June. lovely June. With a bit of warmth, which surely must be coming, June is the month of roses and clematis and early herbaceous such as aquilegias and geraniums plus alliums of all descriptions popping up everywhere.  Candelabra primulas are wonderful for the damper corners of the garden and come in intense pinks, oranges and yellows.  They have already started flowering and will go on all month.  However, in between smelling the flowers, there are a few gardening tasks to be completed:

Candelabra primula

Candelabra primula

Weeds are growing faster than ever, it is really tricky to keep them at bay.  Goose grass (or cleavers or sticky willy) seems to reappear overnight.  Just keep pulling them up as you see them, even if the roots don’t come away from the soil, at least you will have stopped them seedling everywhere and tripling the problem.

Hopefully the soil will have warmed up enough for germination.
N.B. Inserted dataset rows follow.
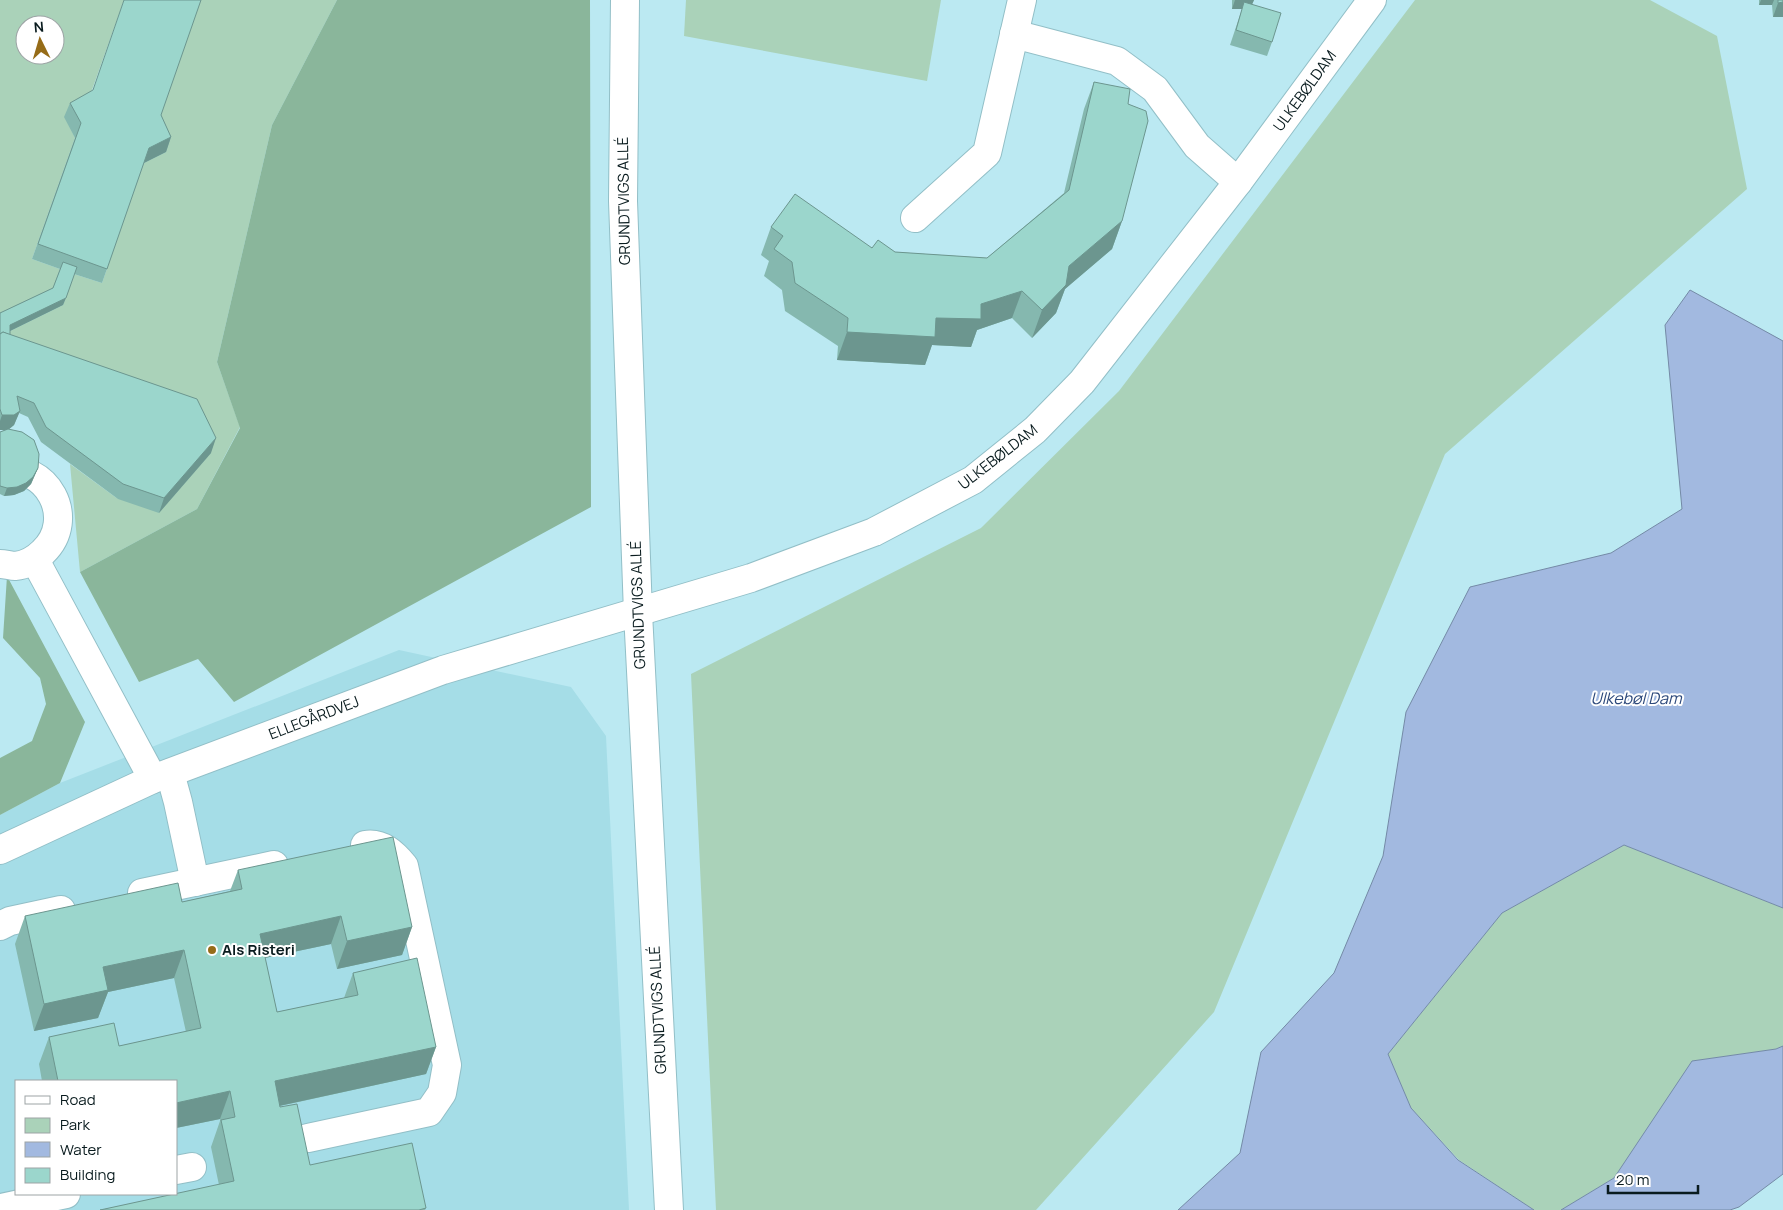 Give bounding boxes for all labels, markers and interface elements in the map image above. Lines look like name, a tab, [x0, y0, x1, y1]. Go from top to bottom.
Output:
north arrow	[15, 15, 65, 65]
text: N	[33, 17, 45, 36]
street label: ULKEBØLDAM	[1268, 46, 1341, 135]
street label: GRUNDTVIGS ALLÉ	[612, 137, 635, 265]
street label: ULKEBØLDAM	[954, 419, 1042, 494]
street label: GRUNDTVIGS ALLÉ	[625, 541, 650, 669]
water label: Ulkebøl Dam	[1590, 687, 1683, 709]
street label: ELLEGÅRDVEJ	[266, 691, 362, 744]
place label: Als Risteri	[222, 939, 295, 960]
marker: Als Risteri	[206, 944, 218, 956]
street label: GRUNDTVIGS ALLÉ	[644, 945, 671, 1075]
legend	[15, 1080, 178, 1195]
text: Road	[60, 1089, 96, 1110]
text: Park	[60, 1114, 90, 1135]
text: Water	[60, 1139, 102, 1160]
scale bar	[1608, 1162, 1698, 1194]
text: Building	[60, 1164, 115, 1185]
text: 20 m	[1616, 1169, 1649, 1190]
Sow beetroot, lettuce, radish, carrots outdoors.

Now the show is over give some attention to those spring flowers. Divide pulmonaria and primula.  They come apart into separate small plants quite easily.  This rejuvenates the plants and will be better and more vigorous next year.  Leave the leaves of bulbs to die back and don’t cut them.

Pot culture: put indoor pot plants when there is no likelihood of frosts.  It seems mad to suggest it, while it teems down outside but water all newly planted shrubs and trees. Of course water all pots and containers even if it has been raining.
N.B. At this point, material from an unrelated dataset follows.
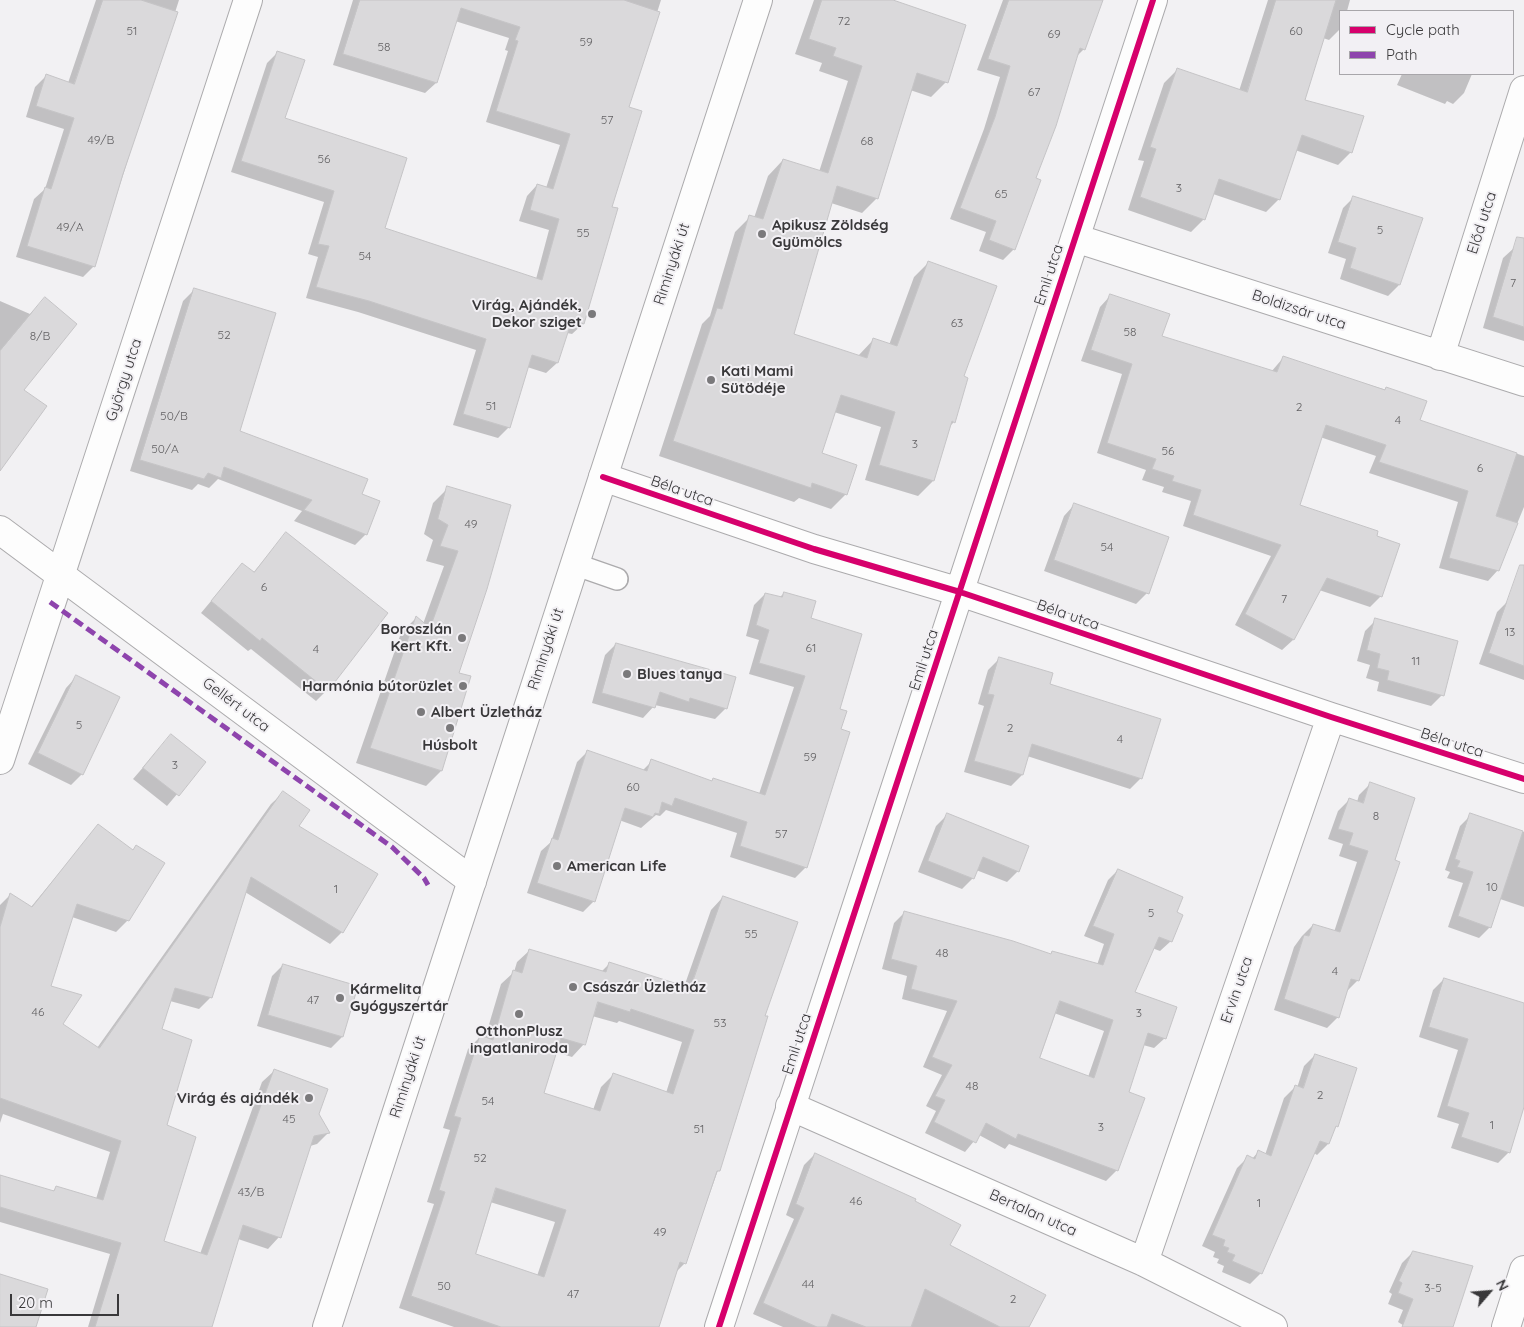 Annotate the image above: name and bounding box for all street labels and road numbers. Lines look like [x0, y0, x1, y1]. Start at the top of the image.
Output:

Greenhouse: water and feed tomatoes in the green house.  Sow some basil seeds for the greenhouse too.  Alternatively buy a little pot from the supermarket and divide up into three or four larger pots to grow on in greenhouse type humid, warm, light conditions.
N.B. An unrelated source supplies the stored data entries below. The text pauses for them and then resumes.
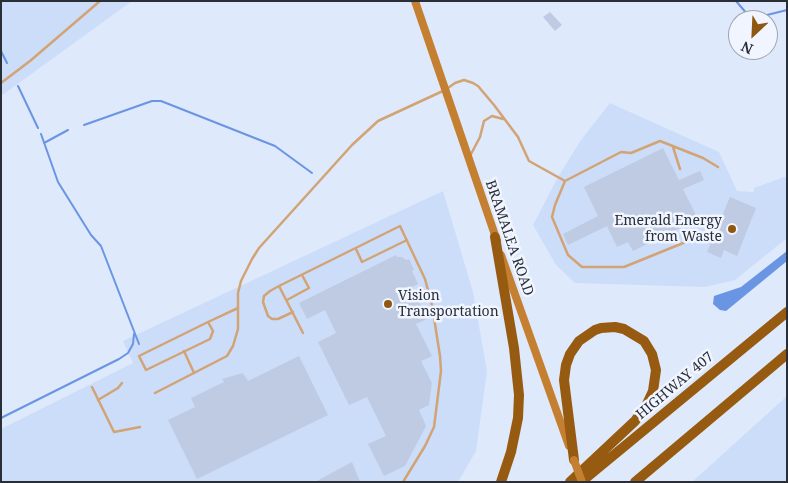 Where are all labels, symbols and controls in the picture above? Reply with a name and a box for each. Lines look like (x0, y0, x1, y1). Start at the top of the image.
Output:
north arrow (728, 10, 778, 60)
text: N (738, 37, 756, 59)
street label: BRAMALEA ROAD (481, 178, 537, 298)
place label: Emerald Energy from Waste (615, 213, 722, 246)
marker: Emerald Energy from Waste (726, 223, 738, 235)
place label: Vision Transportation (398, 288, 499, 321)
marker: Vision Transportation (382, 298, 394, 310)
street label: HIGHWAY 407 (633, 349, 717, 423) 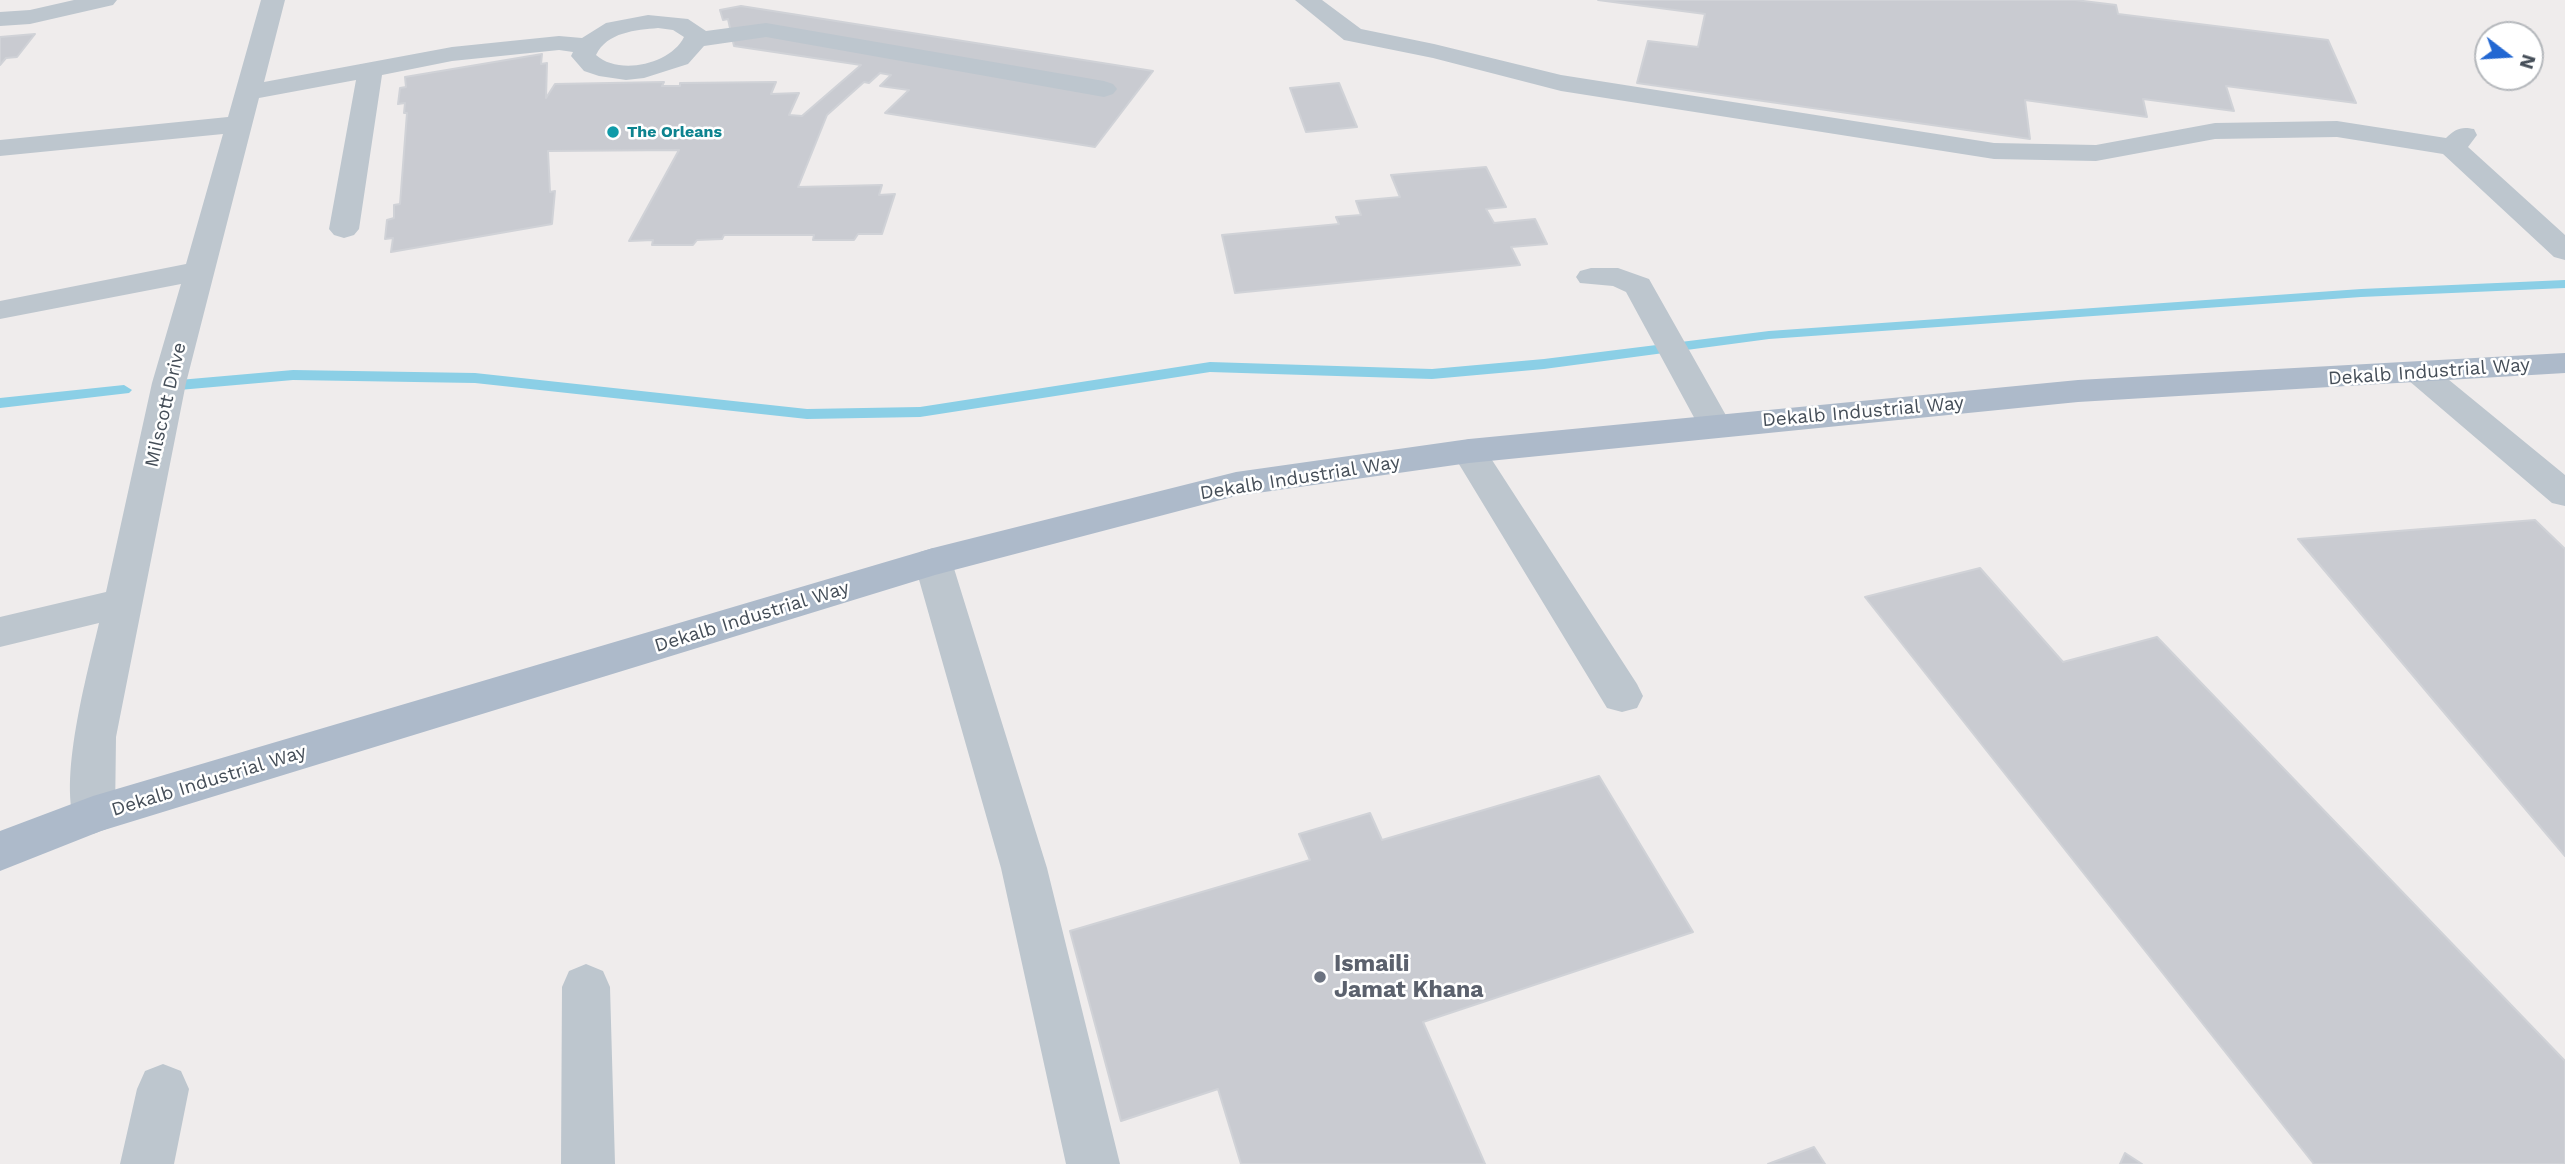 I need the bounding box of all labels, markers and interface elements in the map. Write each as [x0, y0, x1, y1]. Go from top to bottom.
north arrow [2474, 21, 2544, 91]
text: N [2515, 52, 2541, 72]
place label: The Orleans [627, 122, 722, 142]
marker: The Orleans [605, 124, 621, 140]
street label: Milscott Drive [141, 340, 191, 470]
street label: Dekalb Industrial Way [2327, 354, 2531, 390]
street label: Dekalb Industrial Way [1761, 392, 1965, 432]
street label: Dekalb Industrial Way [1198, 451, 1402, 505]
street label: Dekalb Industrial Way [652, 577, 852, 657]
street label: Dekalb Industrial Way [109, 741, 309, 821]
place label: Ismaili Jamat Khana [1334, 950, 1484, 1004]
marker: Ismaili Jamat Khana [1312, 969, 1328, 985]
Ants in the greenhouse:  Ants had set up home in my greenhouse and were ‘farming’ aphids on the young tomatoes.  By this I mean that they were moving the aphids between the plants in order to milk them for their honeydew excretions.  No it’s not good.  I tried to keep the soil around the edges of the bed saturated, and this did discourage them.  But I found a suggestion while diddling about on the internet that talc is the answer.  Sure enough it worked.  I surrounded the plants with sprinkled talc and wonderful! no more ants.  The aphids have also dwindled.  So, fingers crossed for a bumper tomato crop.

Prune stone fruits: cherries apricots plums.  Cutting during the growing season helps to avoid silver-leaf disease.